A few dozen centrally controlled large SOEs are now global players in terms of size and profitability. But they are not regarded as globally competitive in terms of innovation and quality of services. To boost competiveness in this area, China must allow additional voices to guide its companies. It must finish the job of SOE reform.
China’s initial SOE reforms were very successful. But in terms of ownership, they went no further than requiring companies to publicly list about 30% of their shares.
China could and should reduce state ownership by transferring blocks of shares to government pension funds and selling others to the public. This type of ownership reform would allow the state to continue to play a leading role in SOEs, but only when the state’s decisions are consistent with the interest and judgments of other shareholders.
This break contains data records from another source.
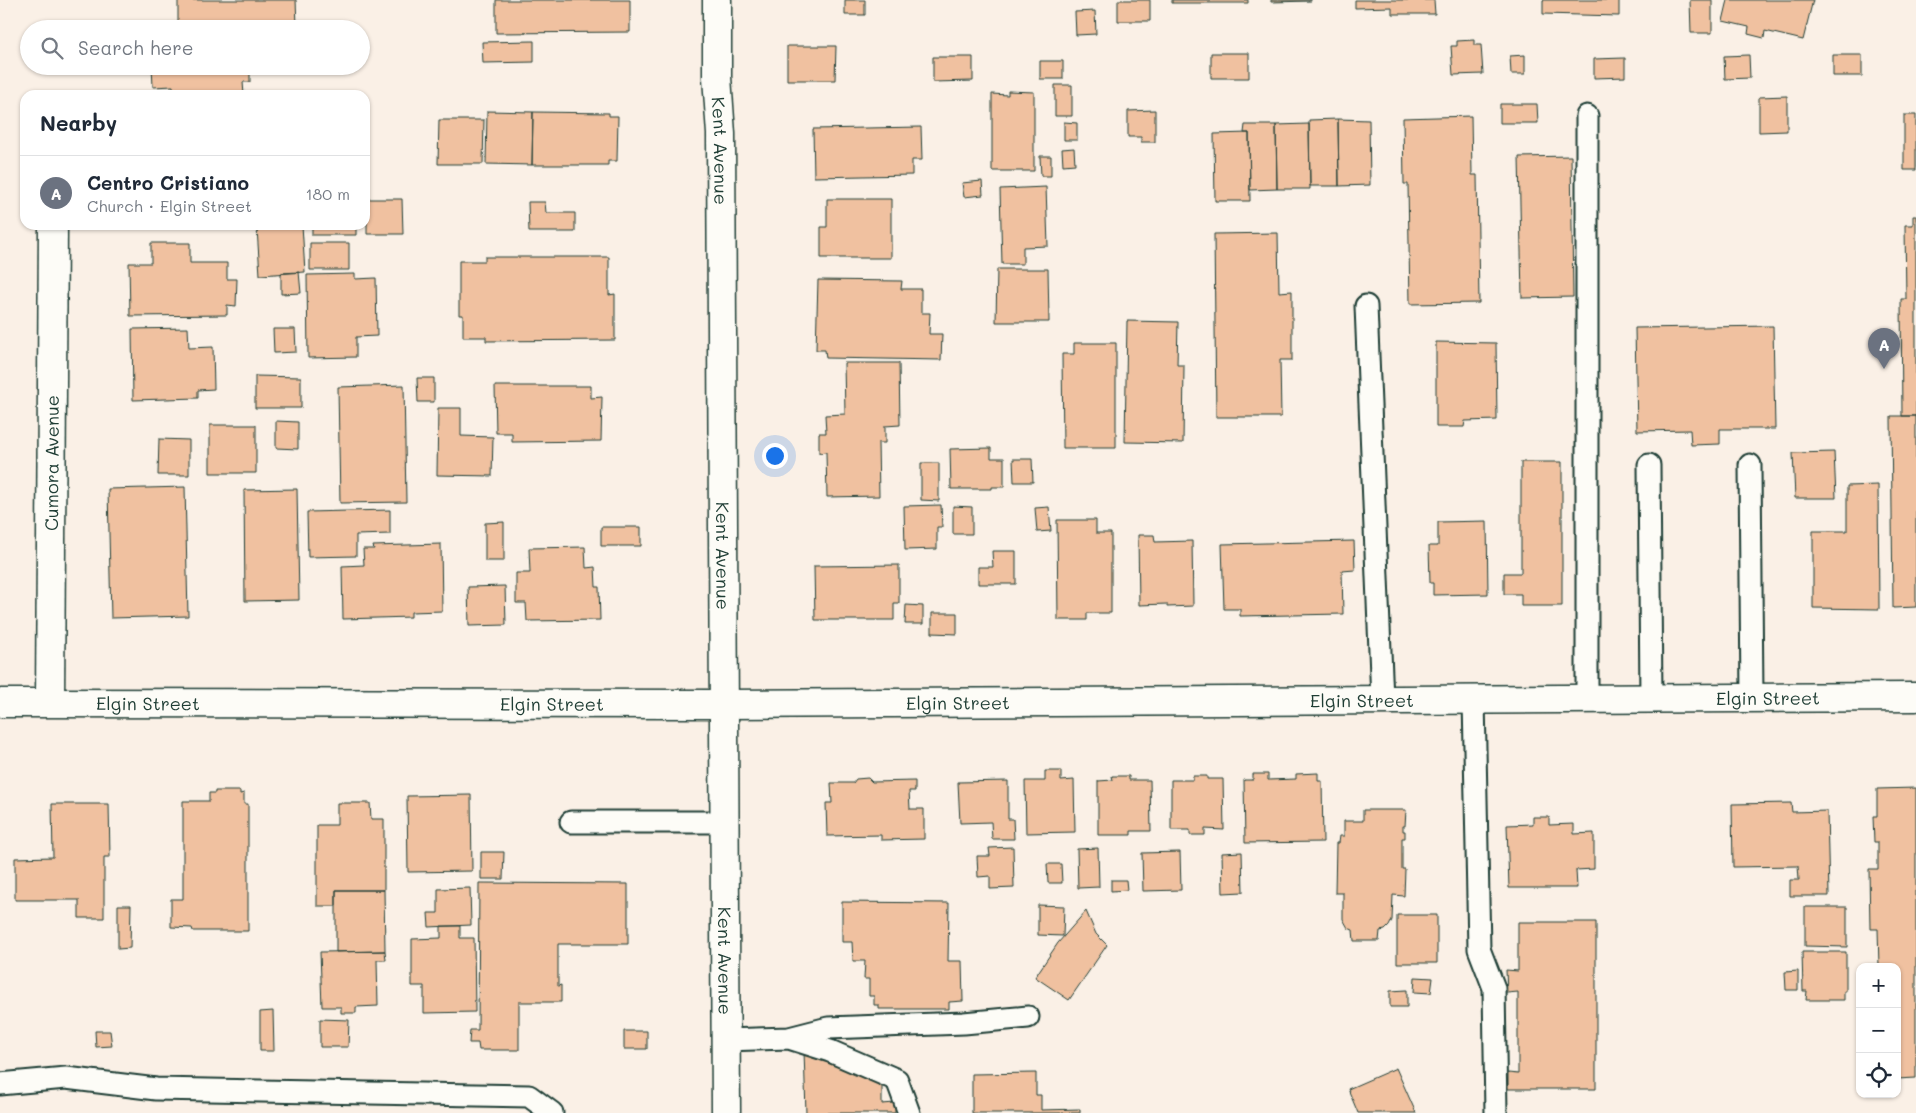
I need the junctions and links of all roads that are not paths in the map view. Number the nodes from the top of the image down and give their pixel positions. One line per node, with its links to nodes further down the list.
1 (717, 0): 15 (street, Kent Avenue)
2 (1587, 116): 9 (lane)
3 (52, 230): 13 (street, Cumora Avenue)
4 (1366, 306): 12 (lane)
5 (1649, 465): 10 (lane)
6 (1750, 465): 7 (lane)
7 (1752, 697): 8 (street, Elgin Street); 10 (street, Elgin Street)
8 (1916, 697)
9 (1587, 698): 10 (street, Elgin Street); 11 (street, Elgin Street)
10 (1651, 698)
11 (1474, 699): 12 (street, Elgin Street); 25 (lane)
12 (1382, 700): 15 (street, Elgin Street)
13 (50, 702): 14 (street, Elgin Street); 15 (street, Elgin Street)
14 (0, 703)
15 (724, 704): 17 (street, Kent Avenue)
16 (571, 822): 17 (lane)
17 (724, 822): 20 (street, Kent Avenue)
18 (1028, 1017): 19 (lane)
19 (789, 1038): 20 (lane); 24 (lane)
20 (726, 1040): 23 (street, Kent Avenue)
21 (0, 1084): 22 (lane)
22 (552, 1113)
23 (726, 1113)
24 (909, 1113)
25 (1496, 1113)

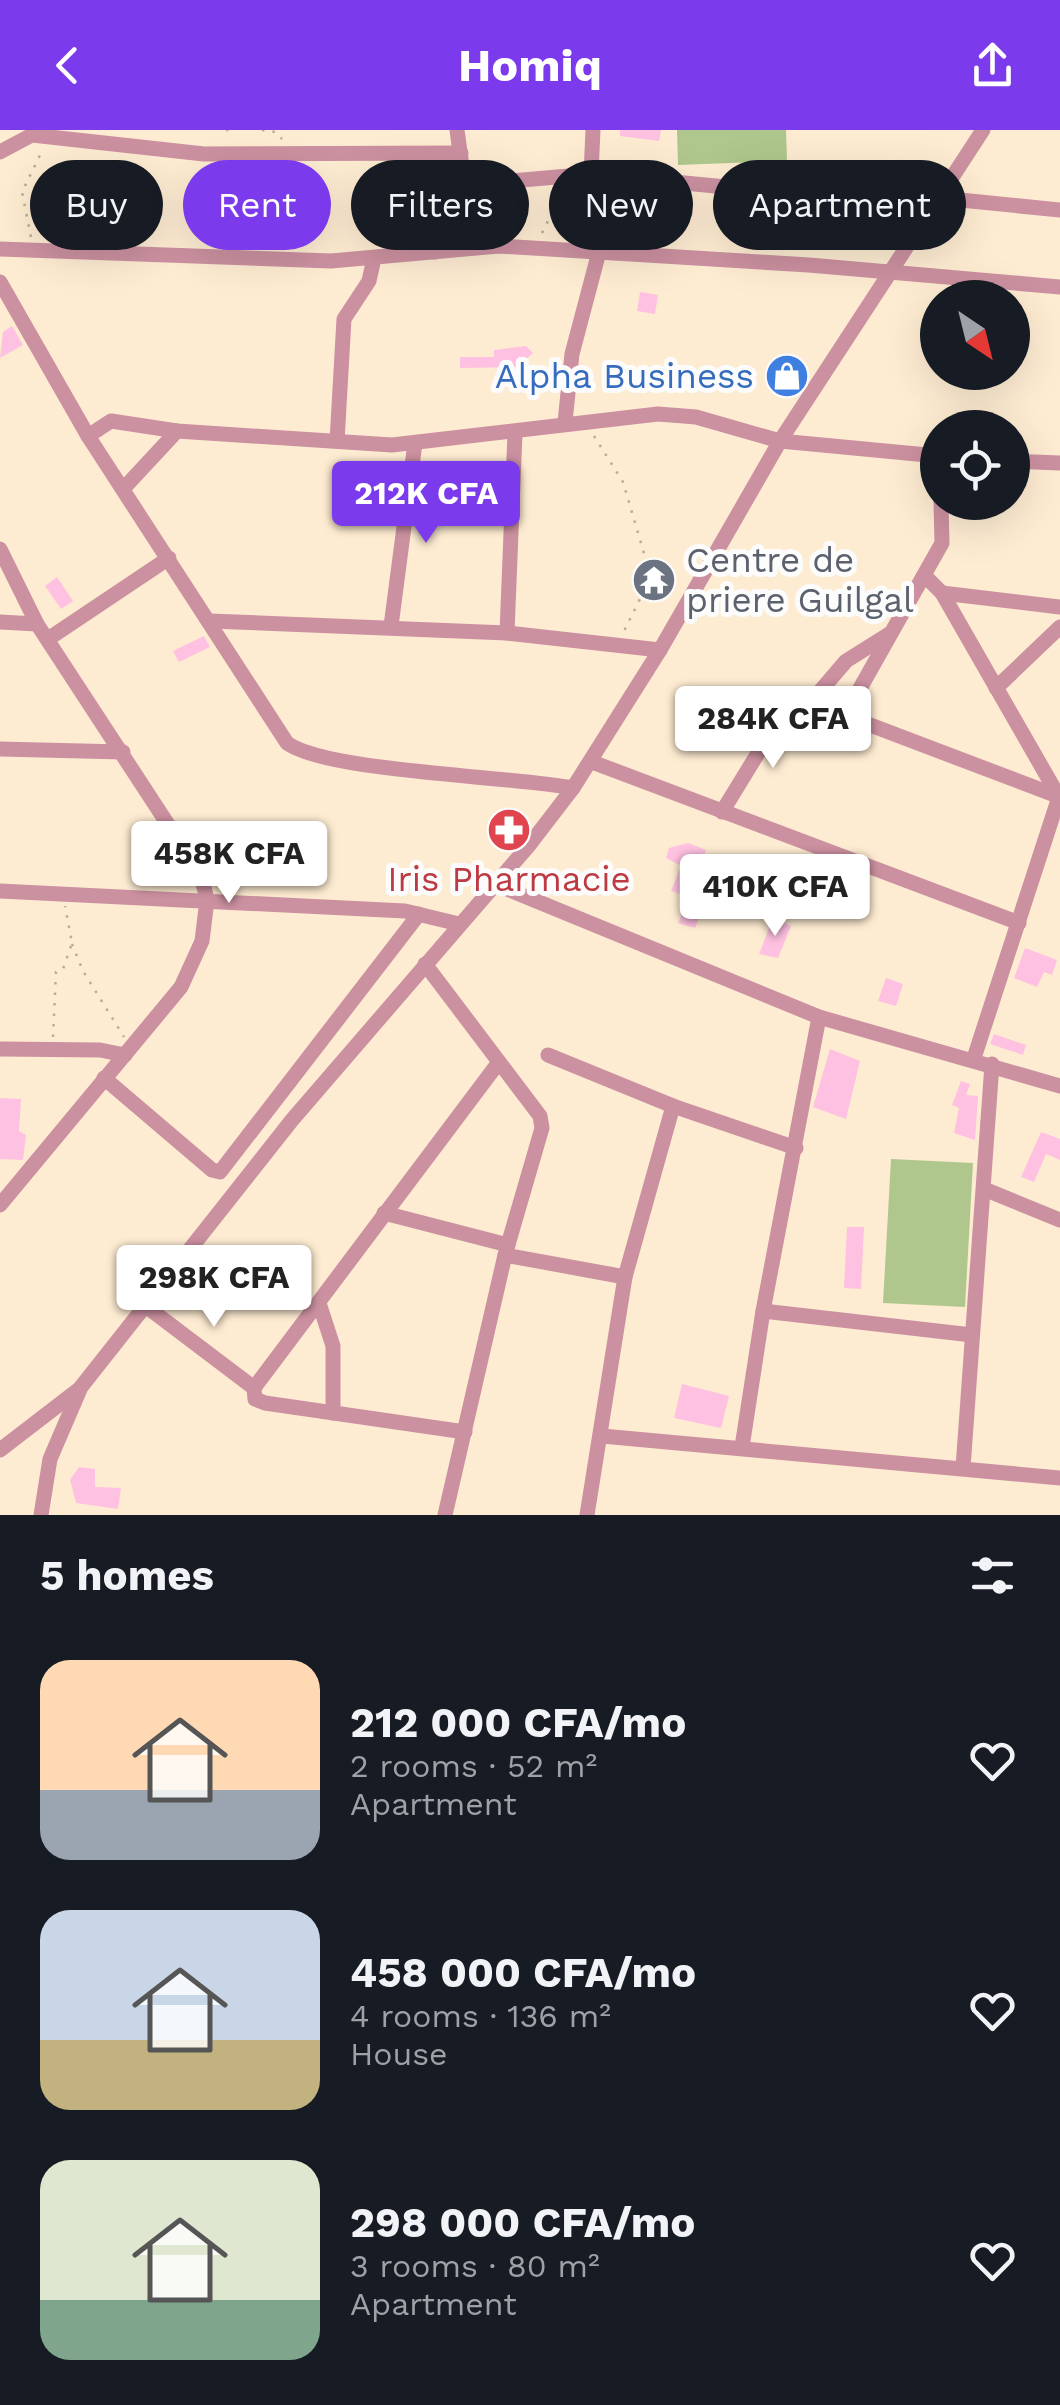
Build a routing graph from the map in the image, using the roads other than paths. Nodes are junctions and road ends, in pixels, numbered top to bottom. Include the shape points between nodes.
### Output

Shareholders under such a scheme would together hold 70% of an SOE’s shares, but would individually hold less than the state. This reform should increase the stock prices of listed SOEs, as it will effectively allow their CEOs to be selected and behave like those in innovation-focused private companies.
• Get prices right for capital to unlock the full power of the markets.
Under the current low interest rate regime, migrant workers’ slowly appreciating bank deposits are subsidizing property owners who borrow cheaply to bet on rising real estate values. This is inefficient and unsustainable socially.
• Upgrade the quality of government services and bureaucracy.
Doing so could reduce the costs of doing business and could help China repeat the economic successes of the last three decades. This decade, however, the objective of the central and local governments would be geared more toward creating quality and sustainable jobs and less toward attracting foreign direct investment or pumping up GDP.
All of these reforms require a top-down approach in order to overcome resistance by strong interest groups. That’s where Mr. Xi and other new leaders come in. Senior officials and scholars in China have told me that there are clear and positive signs that the new leadership would like to implement reform and opening measures. Stronger property rights should be top of their list.
Mr. Geng is director of research and senior fellow at the Fung Global Institute.